Alexandra David Neel déguisée en pélerin tibétain

Il est toujours difficile de trouver des cartes précises de la région du Cachemire, elles sont détenues par les états majors des armées pour des raisons stratégiques évidents. C’est encore le cas dans tout le massif himalayen. Il est aussi curieux de constater que la cartographie peut être utilisée comme média de propagande, éminemment politique : il suffit de consulter plusieurs cartes du sous-continent indien pour y remarquer à quel point les frontières des trois pays au Cachemire sont mouvantes. Récemment, pour ménager les susceptibilités des 3 belligérants, la banque mondiale a « déconseillé » à son service cartographique de produire des cartes de la péninsule indienne qui montreraient trop précisément la région du Cachemire. Autre exemple, l’altitude du K2 officielle de 8611m fut contestée en 1976 par une expédition pakistanaise qui recalcula son altitude à 8760m.

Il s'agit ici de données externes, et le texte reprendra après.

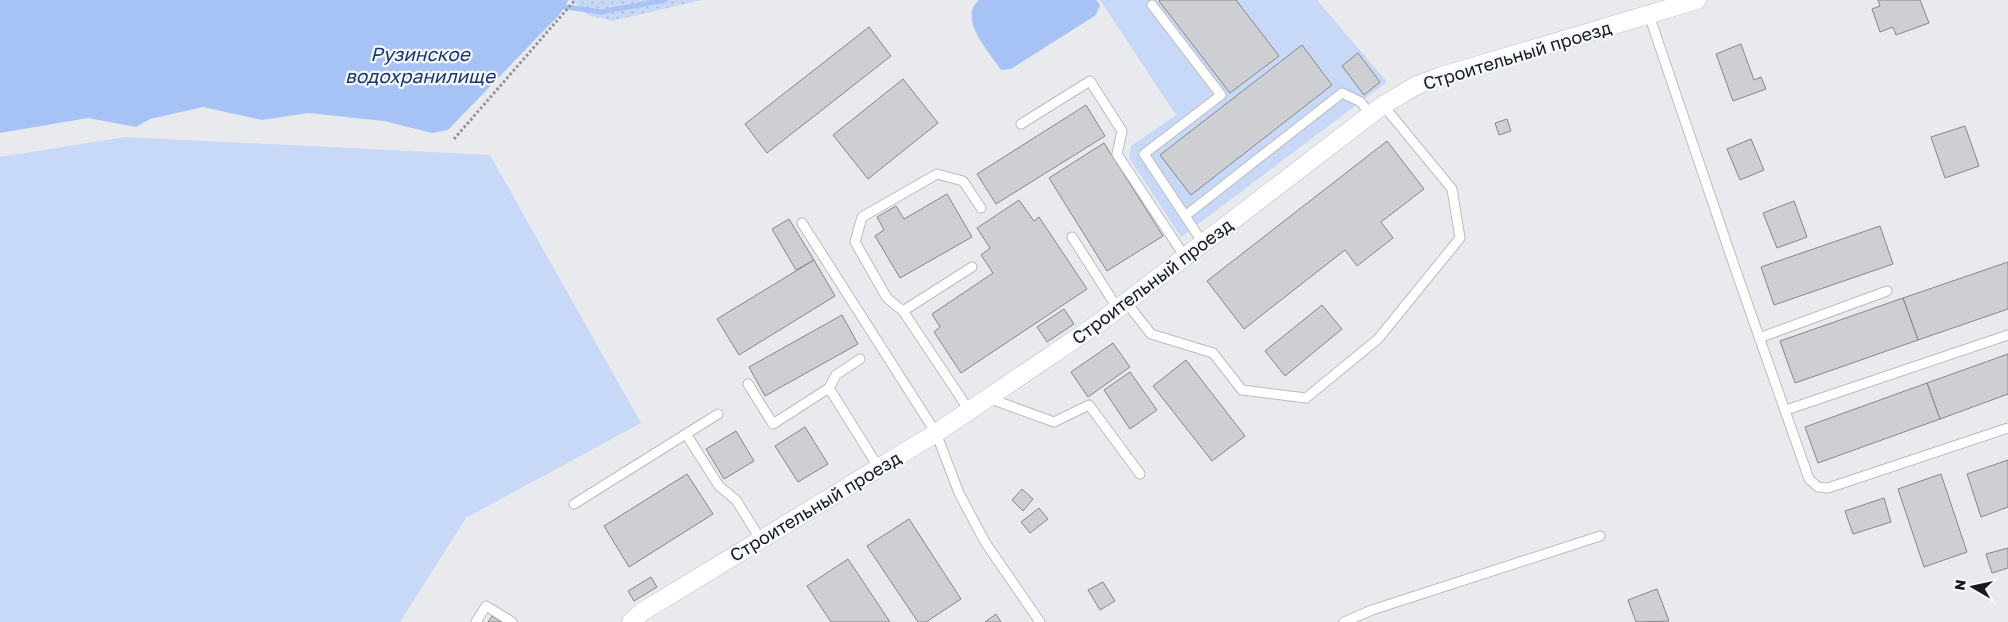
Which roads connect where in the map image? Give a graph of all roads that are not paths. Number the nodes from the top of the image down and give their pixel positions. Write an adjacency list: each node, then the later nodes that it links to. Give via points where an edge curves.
1 (1697, 0): 3 (street, Строительный проезд)
2 (1152, 6): 7 (lane, via 1221,95 1144,154)
3 (1649, 15): 4 (street, Строительный проезд, via 1442,76 1417,85); 17 (lane)
4 (1376, 110): 7 (lane, via 1342,93); 10 (street, Строительный проезд); 14 (lane, via 1452,189 1460,238 1378,339 1306,398 1242,390 1213,353 1151,334)
5 (1021, 124): 11 (lane, via 1090,81 1122,131 1117,154)
6 (981, 208): 15 (lane, via 964,181 937,174 862,217 855,242 887,298)
7 (1185, 216): 10 (lane)
8 (802, 223): 26 (lane)
9 (1072, 237): 14 (lane)
10 (1203, 243): 11 (street, Строительный проезд)
11 (1186, 257): 14 (street, Строительный проезд)
12 (972, 267): 15 (lane)
13 (1887, 291): 17 (lane)
14 (1122, 306): 21 (street, Строительный проезд)
15 (903, 311): 22 (lane)
16 (2008, 335): 23 (lane)
17 (1759, 338): 23 (lane)
18 (860, 359): 20 (lane, via 836,374)
19 (748, 384): 20 (lane, via 773,424)
20 (828, 388): 28 (lane)
21 (988, 398): 22 (street, Строительный проезд); 29 (lane, via 1054,422 1089,405)
22 (969, 410): 26 (street, Строительный проезд)
23 (1786, 410): 25 (lane, via 1810,479 1818,487 1828,488)
24 (718, 414): 27 (lane)
25 (2008, 428)
26 (936, 433): 28 (street, Строительный проезд); 36 (lane, via 959,493 985,542)
27 (686, 434): 30 (lane); 32 (lane, via 719,486 736,500)
28 (879, 468): 32 (street, Строительный проезд)
29 (1140, 474)
30 (574, 504)
31 (1600, 536): 37 (lane)
32 (761, 540): 35 (street, Строительный проезд, via 642,612)
33 (476, 622): 34 (lane, via 486,606)
34 (512, 622)
35 (631, 622)
36 (1040, 622)
37 (1344, 622)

Une autre expédition en 1996, américaine cette fois-ci, recalcula son altitude avec l’aide d’un satellite à 8858m, c’est-à-dire plus haut que l’Everest ! Placer le plus haut sommet de la terre non pas au Népal (pays politiquement dominé par l’Inde) mais au Pakistan a des répercutions politiques évidentes (l’altitude du K2 fut recalculée plus tard par des Italiens à une altitude proche de celle d’origine). Récemment, l’Inde a ouvert à l'exploration les sommets puissants du Karakoram oriental de cette région, bien qu’ils lui soient âprement disputés. Les expéditions doivent obligatoirement comporter des membres de l’armée indienne. Conquérir les sommets, y apposer des altitudes fantaisistes, représenter des frontières politiques sans fondement, sont parfois des exercices qu’il faut savoir manipuler à des fins politiques. La guerre que se livrent les 3 belligérants au Cachemire passe aussi par cette manipulation, et laisse penser que le territoire est aussi en proie à la guerre psychologique.


La contestation ouverte pour le territoire du Siachen commença quand l'Inde s'inquiéta des permis d'ascensions délivrés aux alpinistes par les autorités Pakistanaises, dans la zone qui n'était pas clairement définie par les cartes encore dans les années 80. L'Inde y vit une volonté d'expansion et commença à entraîner ses troupes d'élites en antarctique dans les années 80 mettant ses hommes à l'épreuve de conditions extrêmes du froid (c'est toujours le cas puisqu'une part des prochaines manœuvres indiennes se dérouleront en partenariat avec les US en Alaska). Après l'invasion indienne du glacier de Siachen, le Pakistan parlera précisément " d'agression cartographique " de la part de l'Inde, mettant indirectement le doigt sur l'importance des lacunes cartographiques de ces régions reculées et ses conséquences sur un conflit qui n'en finit plus. Il s'agit maintenant, pour les belligérants, de défendre jusqu'au dernier arpents de glace, le territoire de la nation !

Chose extraordinaire, ni en 1947, ni en 1949, ni les gouvernants, ni les officiers supérieurs qui ont dessiné et cosigné le tracé la ligne de contrôle sur les cartes topographiques n'ont jugé utile de la poursuivre jusqu'à la frontière chinoise. Avaient-ils la connaissance géographique de ces régions reculées pour pouvoir décider d'un quelconque tracé de frontière ? Probablement pas. Le texte d'accord mentionne simplement qu'après le point NJ9842, la ligne "remonte au nord vers les glaciers ". Cette grande imprécision laissera le champ ouvert aux contestations quand les deux pays voudront s'approprier, 35 ans plus tard, le glacier du Siachen en 1984.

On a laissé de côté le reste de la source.